Say I have 250,000 dictionary entries divided on as many files. Each file begins with a line containing the headword. Together they are 2 GB. What is the best way to arrange the information so I can easily and quickly look up a word? Should I make subdirectories a b c etc? Should I combine several files into larger files?
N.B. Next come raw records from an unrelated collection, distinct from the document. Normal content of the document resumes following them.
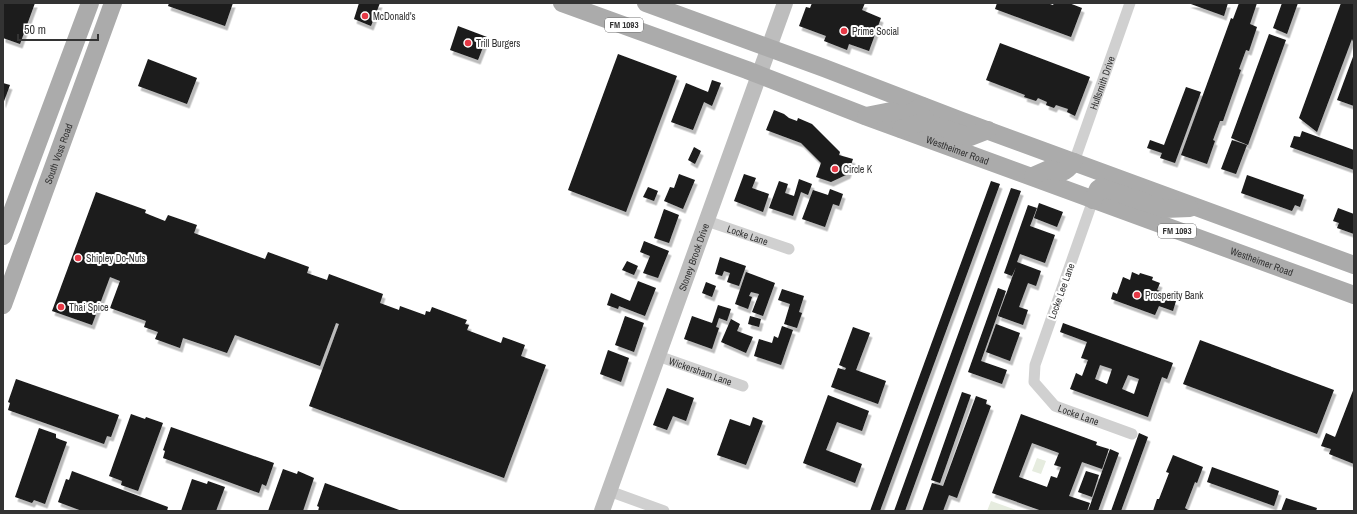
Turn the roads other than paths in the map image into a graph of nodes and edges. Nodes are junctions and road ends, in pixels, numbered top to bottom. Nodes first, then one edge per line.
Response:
1 (113, 3) edge
2 (646, 3) edge
3 (785, 3) edge
4 (1130, 3) edge
5 (565, 4) edge
6 (87, 9) edge
7 (105, 23) junction
8 (769, 49) junction
9 (759, 74) junction
10 (922, 106) junction
11 (865, 116) junction
12 (901, 129) junction
13 (988, 130) junction
14 (34, 153) junction
15 (56, 161) junction
16 (1074, 162) junction
17 (1033, 176) junction
18 (1093, 200) junction
19 (1197, 207) junction
20 (706, 221) junction
21 (3, 236) edge
22 (789, 249) dead end
23 (1354, 265) edge
24 (1322, 284) junction
25 (1354, 289) edge
26 (1354, 295) edge
27 (4, 300) edge
28 (658, 356) junction
29 (1034, 382) joint
30 (743, 386) dead end
31 (1132, 434) dead end
32 (609, 491) junction
33 (602, 511) edge
34 (664, 511) edge

1 - 7 main road, South Voss Road
2 - 8 main road, FM 1093
3 - 8 street, Stoney Brook Drive
4 - 16 street, Hullsmith Drive
5 - 9 main road, Westheimer Road / FM 1093
6 - 7 main road
6 - 14 main road
7 - 15 main road, South Voss Road
8 - 9 street, Stoney Brook Drive
8 - 10 main road, FM 1093
9 - 11 main road, Westheimer Road / FM 1093
9 - 20 street, Stoney Brook Drive
10 - 11 main road
10 - 13 main road, FM 1093
11 - 12 main road, Westheimer Road / FM 1093
12 - 13 main road
12 - 17 main road, Westheimer Road / FM 1093
13 - 16 main road, FM 1093
14 - 15 main road
14 - 21 main road
15 - 27 main road, South Voss Road
16 - 17 main road
16 - 19 main road, FM 1093
17 - 18 main road, Westheimer Road / FM 1093
18 - 19 main road
18 - 24 main road, Westheimer Road / FM 1093
18 - 29 street, Locke Lee Lane
19 - 23 main road, FM 1093
20 - 22 street, Locke Lane
20 - 28 street, Stoney Brook Drive
24 - 25 main road
24 - 26 main road, Westheimer Road / FM 1093
28 - 30 street, Wickersham Lane
28 - 32 street, Stoney Brook Drive
29 - 31 street, Locke Lane
32 - 33 street, Stoney Brook Drive
32 - 34 street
- 2This sort of rapid data access requirement is the exact reason for the existence of databases (or one of the most basic reasons, at least). Consider learning and using a relational database. I recommend Postgres, which is open source and very mature.Wildcard– Wildcard2016-10-21 23:09:03 +00:00Commented Oct 21, 2016 at 23:09
- 2The filesystem is a database of sorts, but SQLite is a good choice for this, too. I have a similarly large weather database but cannot use a full RDBMS in the customer's environment. Using the database saves lots of inodes and it's quite fast and reliable.Christopher– Christopher2016-10-21 23:18:04 +00:00Commented Oct 21, 2016 at 23:18
- @Wildcard, looking into Postgres, but it seems that learing it involves learning a programming language ...Toothrot– Toothrot2016-10-23 09:39:08 +00:00Commented Oct 23, 2016 at 9:39
2 Answers
You don't say much about what you're trying to do, or what the data is, but here's my idea -- which assumes all words are unique. You don't say you're concerned about efficient use of disk space.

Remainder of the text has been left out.